In July, the School Building Committee approved “value engineering” steps to use less costly materials and reduce the scope of the project to keep it on budget. Also, the committee approved transferring more than $4 million to help with the cost overages.
Proakis told the City Council on Oct. 11 that he will make sure that the high school will be constructed, and that any further cuts would not impact the education received by students.
“This school is a substantial benefit for the community of Watertown and for the high school students in Watertown,” Proakis said. “As a parent of a high school student I really appreciate the value of having the right physical plant, the right opportunities for learning, the right program of education so the school can be successful for us for a long time.”
The design of the new high school calls for it to be net zero energy, and to meet the LEED (Leadership in Energy and Environmental Design) Platinum standards. WHS would be only the second high school in the country to accomplish that.
Recently, the School Building Committee unveiled a virtual tour of the new Watertown High School. The 9 minute video shows what the new school will look like inside and out. See the School Building Committee meeting on Watertown Cable by clicking here. Watch the video here:
While acknowledging that it is a “rough and tumble world out there when it comes to bids for construction now,” Proakis committed to getting the project done without sacrificing the most important parts.
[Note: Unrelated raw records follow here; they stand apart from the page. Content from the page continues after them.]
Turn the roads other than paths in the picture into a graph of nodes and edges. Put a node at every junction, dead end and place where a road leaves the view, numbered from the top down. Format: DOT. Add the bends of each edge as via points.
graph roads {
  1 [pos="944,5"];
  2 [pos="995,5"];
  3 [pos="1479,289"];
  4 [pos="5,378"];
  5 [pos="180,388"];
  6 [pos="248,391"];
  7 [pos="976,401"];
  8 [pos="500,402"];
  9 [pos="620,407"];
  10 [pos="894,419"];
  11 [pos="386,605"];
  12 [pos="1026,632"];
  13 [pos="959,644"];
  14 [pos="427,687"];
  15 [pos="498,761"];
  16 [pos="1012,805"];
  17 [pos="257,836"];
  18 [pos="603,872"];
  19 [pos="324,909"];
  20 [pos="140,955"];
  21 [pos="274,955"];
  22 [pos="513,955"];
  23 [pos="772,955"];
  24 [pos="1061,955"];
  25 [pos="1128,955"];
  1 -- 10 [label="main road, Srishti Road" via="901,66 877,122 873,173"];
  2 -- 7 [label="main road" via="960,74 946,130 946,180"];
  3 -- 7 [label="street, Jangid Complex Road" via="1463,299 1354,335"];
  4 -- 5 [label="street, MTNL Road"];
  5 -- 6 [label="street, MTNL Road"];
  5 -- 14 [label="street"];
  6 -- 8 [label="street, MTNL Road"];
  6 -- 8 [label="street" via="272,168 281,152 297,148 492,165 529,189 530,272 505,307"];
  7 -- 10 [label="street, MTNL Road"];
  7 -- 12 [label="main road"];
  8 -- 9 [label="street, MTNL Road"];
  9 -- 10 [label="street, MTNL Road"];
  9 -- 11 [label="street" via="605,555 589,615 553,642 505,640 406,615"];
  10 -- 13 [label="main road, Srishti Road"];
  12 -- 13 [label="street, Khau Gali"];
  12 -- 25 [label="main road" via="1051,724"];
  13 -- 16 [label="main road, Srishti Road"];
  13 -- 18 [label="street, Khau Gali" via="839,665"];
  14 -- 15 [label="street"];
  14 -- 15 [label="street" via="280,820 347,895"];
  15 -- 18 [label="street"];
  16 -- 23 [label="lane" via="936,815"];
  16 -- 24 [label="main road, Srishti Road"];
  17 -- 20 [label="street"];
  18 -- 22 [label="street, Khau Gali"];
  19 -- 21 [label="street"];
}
“I want to work with this council to do whatever we need to do to make sure that we put together a strategy to build this building and if we have to talk about these evil words — value engineering — that we are not sacrificing the program for students or the Net Zero status of this building.”
Proakis will take $2 million from the Fiscal Year 2023 Free Cash account (the undesignated, unspent funds) and commit it to the High School Stabilization Fund, which takes the amount up to $3.98 million.
He also plans to devote a portion of the money intended to pay down the City’s retirement benefit deficit to make sure that high school project, as well as the recently started Lowell Elementary School renovation and expansion, are completed.
The City Council previously planned to pay off the Other Post Retirement Benefits (OPEB) fund deficit by Fiscal Year 2031 by spending $28.8 million a year. Proakis said he plans to expand the use of the $28.8 million so it could be spent on OPEB as well as to cover school construction increases.
“What that does is if one of those projects jumped up in price we could lower the OPEB number a little bit and extend out OPEB beyond (FY) 2031, and we’d be OK because while we have pension funded well ahead of other communities,” Proakis said. “We would have OPEB funded by 2031, which we are not required to do but it looks great for our bond rating. If we shifted and extended OPEB to to ’32 or ’33, and it allows us to get the high school we wanted, it allows us to say as long as we are within the $28.8 million number we are in a safe place.”
He added: “We don’t want to look back five years from now and say, ‘Oh my goodness we should not have cut that.”
See slides from Ai3 Architects showing what the new Watertown High School will look like by clicking here.
It doesn’t matter what Proakis thinks, the high school HAS to be built. Decades of indifference, and stalling have led to a situation where the Commonwealth sent signals that Watertown could lose its accreditation because of inadequate school facilities. All this flurry of building and remodeling in recent years is the result of this, Watertown scrambling to avoid embarrassment on a statewide scale.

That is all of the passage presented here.